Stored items

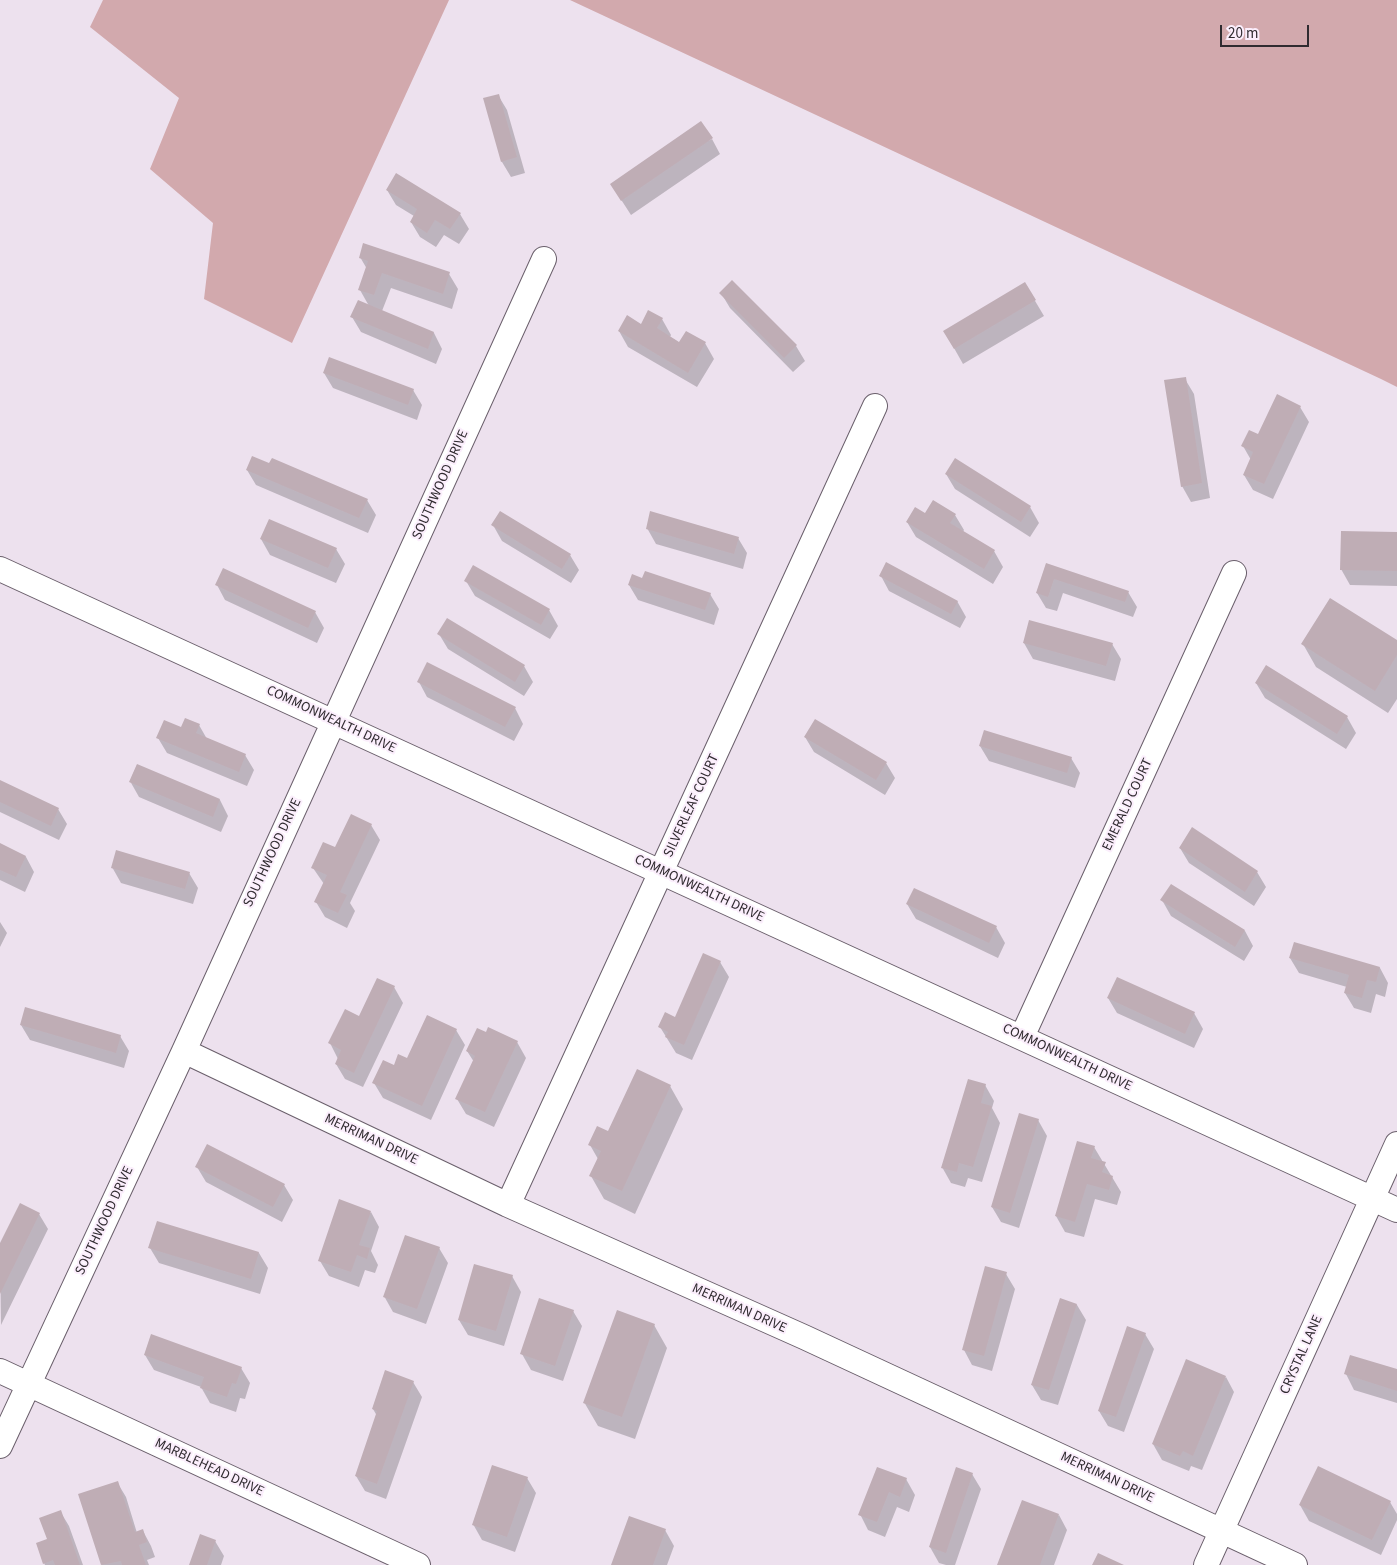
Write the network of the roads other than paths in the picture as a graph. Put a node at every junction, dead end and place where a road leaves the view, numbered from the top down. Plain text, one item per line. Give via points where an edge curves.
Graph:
1 (544, 259) dead end
2 (875, 406) dead end
3 (0, 569) edge
4 (1234, 572) dead end
5 (334, 722) junction
6 (661, 872) junction
7 (1022, 1037) junction
8 (184, 1051) junction
9 (1397, 1144) edge
10 (1373, 1198) junction
11 (508, 1205) junction
12 (1397, 1210) edge
13 (0, 1370) edge
14 (29, 1384) junction
15 (0, 1446) edge
16 (1222, 1531) junction
17 (418, 1565) edge
18 (1206, 1565) edge
19 (1295, 1565) edge

1 - 5 street, SOUTHWOOD DRIVE
2 - 6 street, SILVERLEAF COURT
3 - 5 street, COMMONWEALTH DRIVE
4 - 7 street, EMERALD COURT
5 - 6 street, COMMONWEALTH DRIVE
5 - 8 street, SOUTHWOOD DRIVE
6 - 7 street, COMMONWEALTH DRIVE
6 - 11 street, SILVERLEAF COURT
7 - 10 street, COMMONWEALTH DRIVE
8 - 11 street, MERRIMAN DRIVE
8 - 14 street, SOUTHWOOD DRIVE
9 - 10 street, CRYSTAL LANE
10 - 12 street, COMMONWEALTH DRIVE
10 - 16 street, CRYSTAL LANE
11 - 16 street, MERRIMAN DRIVE via 804,1337
13 - 14 street, MARBLEHEAD DRIVE
14 - 15 street, SOUTHWOOD DRIVE
14 - 17 street, MARBLEHEAD DRIVE
16 - 18 street, CRYSTAL LANE
16 - 19 street, MERRIMAN DRIVE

What you have to do: With the pictures removed, print the entries above exactly.

Solution:
Write the network of the roads other than paths in the picture as a graph. Put a node at every junction, dead end and place where a road leaves the view, numbered from the top down. Plain text, one item per line. Give via points where an edge curves.
Graph:
1 (544, 259) dead end
2 (875, 406) dead end
3 (0, 569) edge
4 (1234, 572) dead end
5 (334, 722) junction
6 (661, 872) junction
7 (1022, 1037) junction
8 (184, 1051) junction
9 (1397, 1144) edge
10 (1373, 1198) junction
11 (508, 1205) junction
12 (1397, 1210) edge
13 (0, 1370) edge
14 (29, 1384) junction
15 (0, 1446) edge
16 (1222, 1531) junction
17 (418, 1565) edge
18 (1206, 1565) edge
19 (1295, 1565) edge

1 - 5 street, SOUTHWOOD DRIVE
2 - 6 street, SILVERLEAF COURT
3 - 5 street, COMMONWEALTH DRIVE
4 - 7 street, EMERALD COURT
5 - 6 street, COMMONWEALTH DRIVE
5 - 8 street, SOUTHWOOD DRIVE
6 - 7 street, COMMONWEALTH DRIVE
6 - 11 street, SILVERLEAF COURT
7 - 10 street, COMMONWEALTH DRIVE
8 - 11 street, MERRIMAN DRIVE
8 - 14 street, SOUTHWOOD DRIVE
9 - 10 street, CRYSTAL LANE
10 - 12 street, COMMONWEALTH DRIVE
10 - 16 street, CRYSTAL LANE
11 - 16 street, MERRIMAN DRIVE via 804,1337
13 - 14 street, MARBLEHEAD DRIVE
14 - 15 street, SOUTHWOOD DRIVE
14 - 17 street, MARBLEHEAD DRIVE
16 - 18 street, CRYSTAL LANE
16 - 19 street, MERRIMAN DRIVE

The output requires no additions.